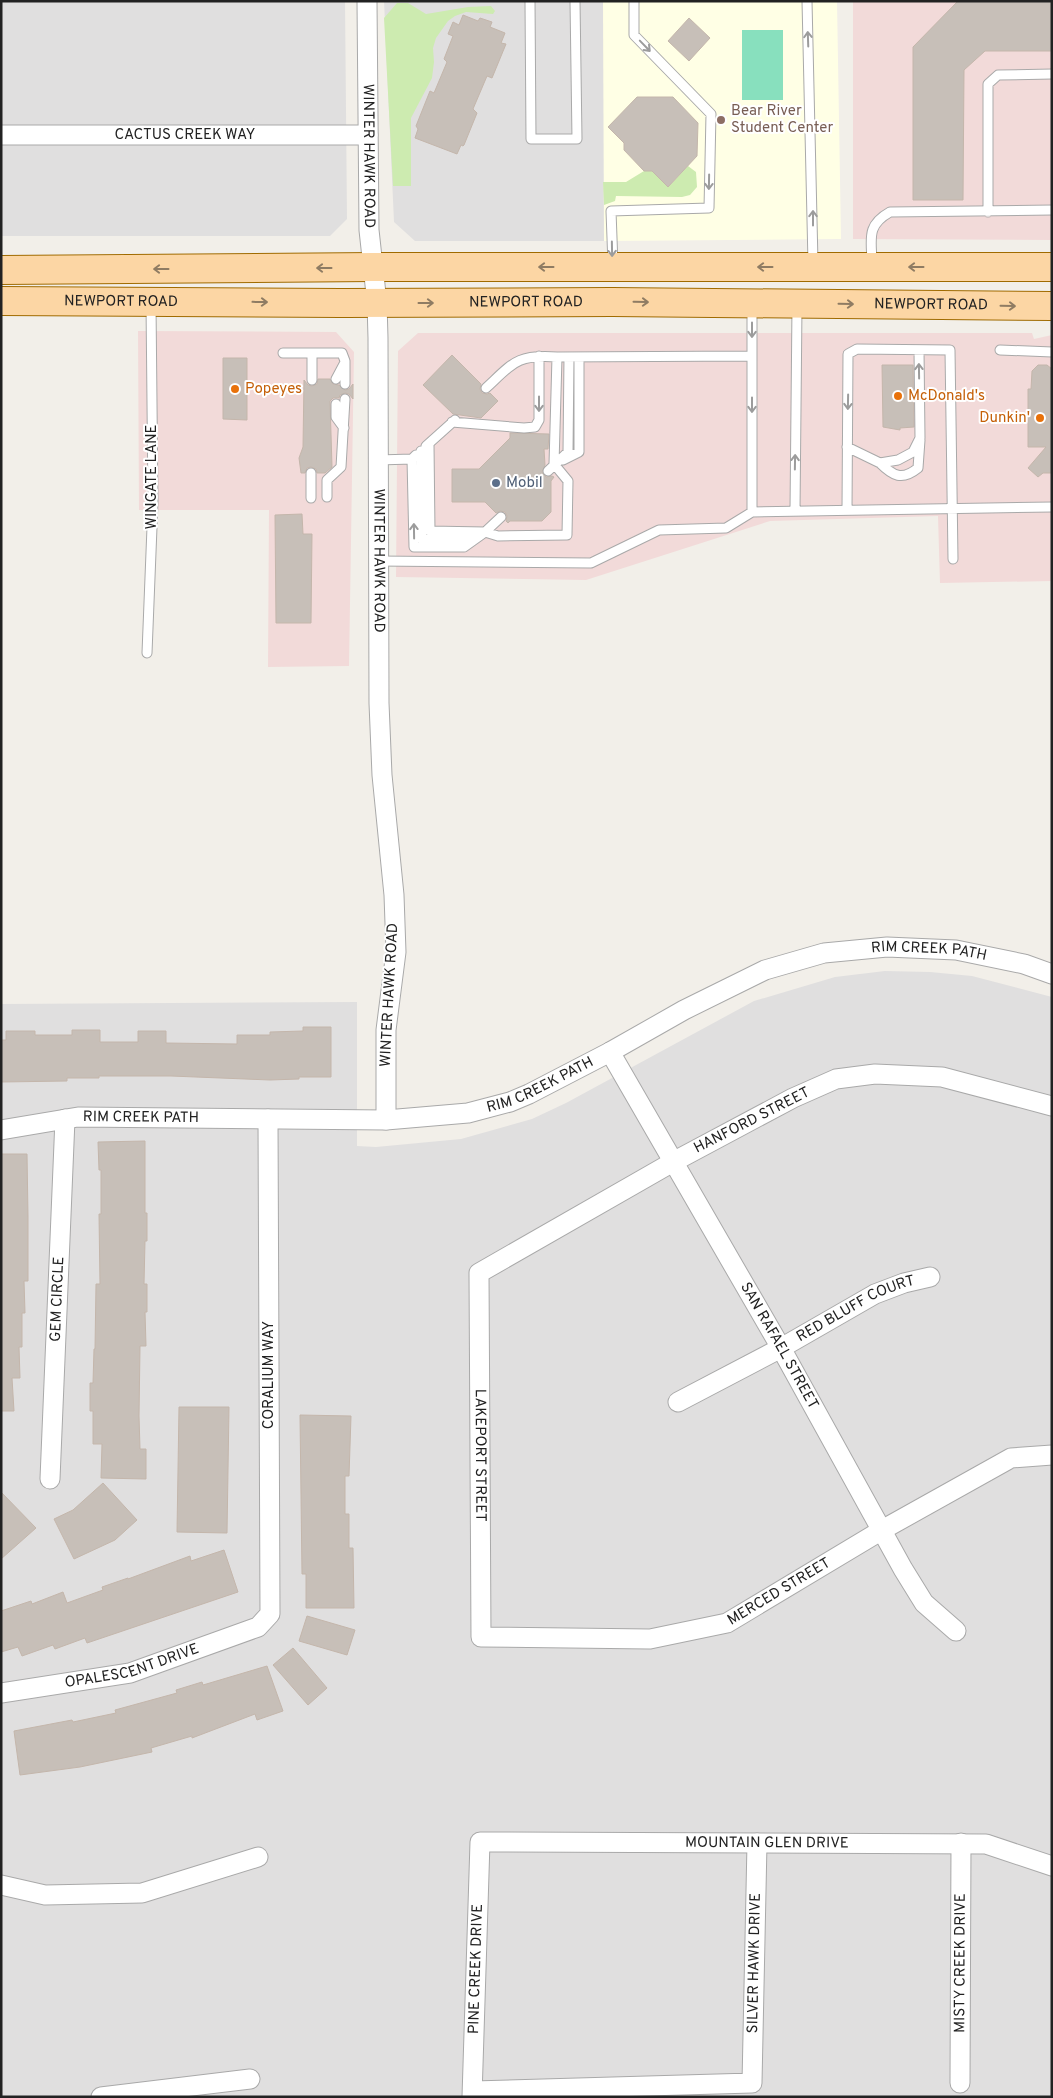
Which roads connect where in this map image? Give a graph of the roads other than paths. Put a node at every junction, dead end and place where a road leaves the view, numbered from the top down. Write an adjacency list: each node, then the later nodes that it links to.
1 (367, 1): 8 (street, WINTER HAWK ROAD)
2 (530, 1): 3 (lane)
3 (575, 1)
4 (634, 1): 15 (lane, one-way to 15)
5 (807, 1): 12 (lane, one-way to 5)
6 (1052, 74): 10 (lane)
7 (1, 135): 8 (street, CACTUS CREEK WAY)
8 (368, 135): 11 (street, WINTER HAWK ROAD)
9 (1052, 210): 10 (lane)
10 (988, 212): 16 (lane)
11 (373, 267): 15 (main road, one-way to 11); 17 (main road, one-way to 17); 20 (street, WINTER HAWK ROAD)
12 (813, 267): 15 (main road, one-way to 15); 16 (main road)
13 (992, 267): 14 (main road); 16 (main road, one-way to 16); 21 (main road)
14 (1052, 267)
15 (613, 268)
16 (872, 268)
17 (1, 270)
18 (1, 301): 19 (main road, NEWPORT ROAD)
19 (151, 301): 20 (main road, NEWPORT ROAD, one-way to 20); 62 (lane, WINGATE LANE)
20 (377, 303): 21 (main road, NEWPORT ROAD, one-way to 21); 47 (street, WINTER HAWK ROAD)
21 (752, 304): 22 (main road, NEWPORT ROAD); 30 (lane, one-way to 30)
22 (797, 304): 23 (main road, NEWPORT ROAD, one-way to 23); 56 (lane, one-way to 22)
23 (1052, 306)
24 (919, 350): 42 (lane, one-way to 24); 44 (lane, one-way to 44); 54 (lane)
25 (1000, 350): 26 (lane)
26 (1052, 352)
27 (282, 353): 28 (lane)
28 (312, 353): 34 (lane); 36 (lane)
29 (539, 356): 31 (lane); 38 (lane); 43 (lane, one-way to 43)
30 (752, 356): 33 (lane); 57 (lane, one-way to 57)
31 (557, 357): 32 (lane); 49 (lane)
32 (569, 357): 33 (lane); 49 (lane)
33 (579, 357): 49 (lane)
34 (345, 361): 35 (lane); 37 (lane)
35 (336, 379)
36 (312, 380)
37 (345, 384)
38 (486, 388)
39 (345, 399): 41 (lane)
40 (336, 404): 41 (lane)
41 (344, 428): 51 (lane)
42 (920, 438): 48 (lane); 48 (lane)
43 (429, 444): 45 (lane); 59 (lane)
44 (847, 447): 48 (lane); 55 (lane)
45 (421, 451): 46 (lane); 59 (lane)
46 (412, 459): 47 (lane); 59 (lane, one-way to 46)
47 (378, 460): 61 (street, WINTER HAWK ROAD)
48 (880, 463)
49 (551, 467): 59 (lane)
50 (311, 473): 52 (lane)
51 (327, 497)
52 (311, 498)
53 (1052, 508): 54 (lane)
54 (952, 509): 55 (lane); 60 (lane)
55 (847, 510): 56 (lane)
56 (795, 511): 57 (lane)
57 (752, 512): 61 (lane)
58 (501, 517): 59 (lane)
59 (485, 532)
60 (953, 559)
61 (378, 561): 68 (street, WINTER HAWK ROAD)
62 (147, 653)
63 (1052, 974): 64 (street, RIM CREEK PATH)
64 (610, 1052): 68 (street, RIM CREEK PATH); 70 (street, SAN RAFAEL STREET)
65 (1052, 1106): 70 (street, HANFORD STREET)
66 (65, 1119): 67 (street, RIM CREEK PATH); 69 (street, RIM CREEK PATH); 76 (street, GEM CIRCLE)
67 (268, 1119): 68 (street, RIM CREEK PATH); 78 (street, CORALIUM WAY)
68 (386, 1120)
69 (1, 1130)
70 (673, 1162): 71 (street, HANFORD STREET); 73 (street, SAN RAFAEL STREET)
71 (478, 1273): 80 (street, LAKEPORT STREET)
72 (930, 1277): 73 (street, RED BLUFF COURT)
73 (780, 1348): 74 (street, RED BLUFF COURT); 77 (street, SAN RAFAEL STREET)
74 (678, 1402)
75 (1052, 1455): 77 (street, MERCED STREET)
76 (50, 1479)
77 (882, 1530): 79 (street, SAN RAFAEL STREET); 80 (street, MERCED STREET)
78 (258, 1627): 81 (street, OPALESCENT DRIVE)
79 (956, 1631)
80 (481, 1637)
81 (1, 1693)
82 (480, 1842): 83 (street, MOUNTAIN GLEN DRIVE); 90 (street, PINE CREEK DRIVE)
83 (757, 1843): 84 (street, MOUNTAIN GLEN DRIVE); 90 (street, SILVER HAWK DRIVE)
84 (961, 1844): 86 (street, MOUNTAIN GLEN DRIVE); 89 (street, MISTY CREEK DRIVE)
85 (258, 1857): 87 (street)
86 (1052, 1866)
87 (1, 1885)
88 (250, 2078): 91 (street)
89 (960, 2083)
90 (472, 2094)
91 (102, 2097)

§

TRY IT: The word to look for is "NEWPORT"; copy out every line of the entries that holds it.

SOLUTION FOR THIS EXERCISE:
18 (1, 301): 19 (main road, NEWPORT ROAD)
19 (151, 301): 20 (main road, NEWPORT ROAD, one-way to 20); 62 (lane, WINGATE LANE)
20 (377, 303): 21 (main road, NEWPORT ROAD, one-way to 21); 47 (street, WINTER HAWK ROAD)
21 (752, 304): 22 (main road, NEWPORT ROAD); 30 (lane, one-way to 30)
22 (797, 304): 23 (main road, NEWPORT ROAD, one-way to 23); 56 (lane, one-way to 22)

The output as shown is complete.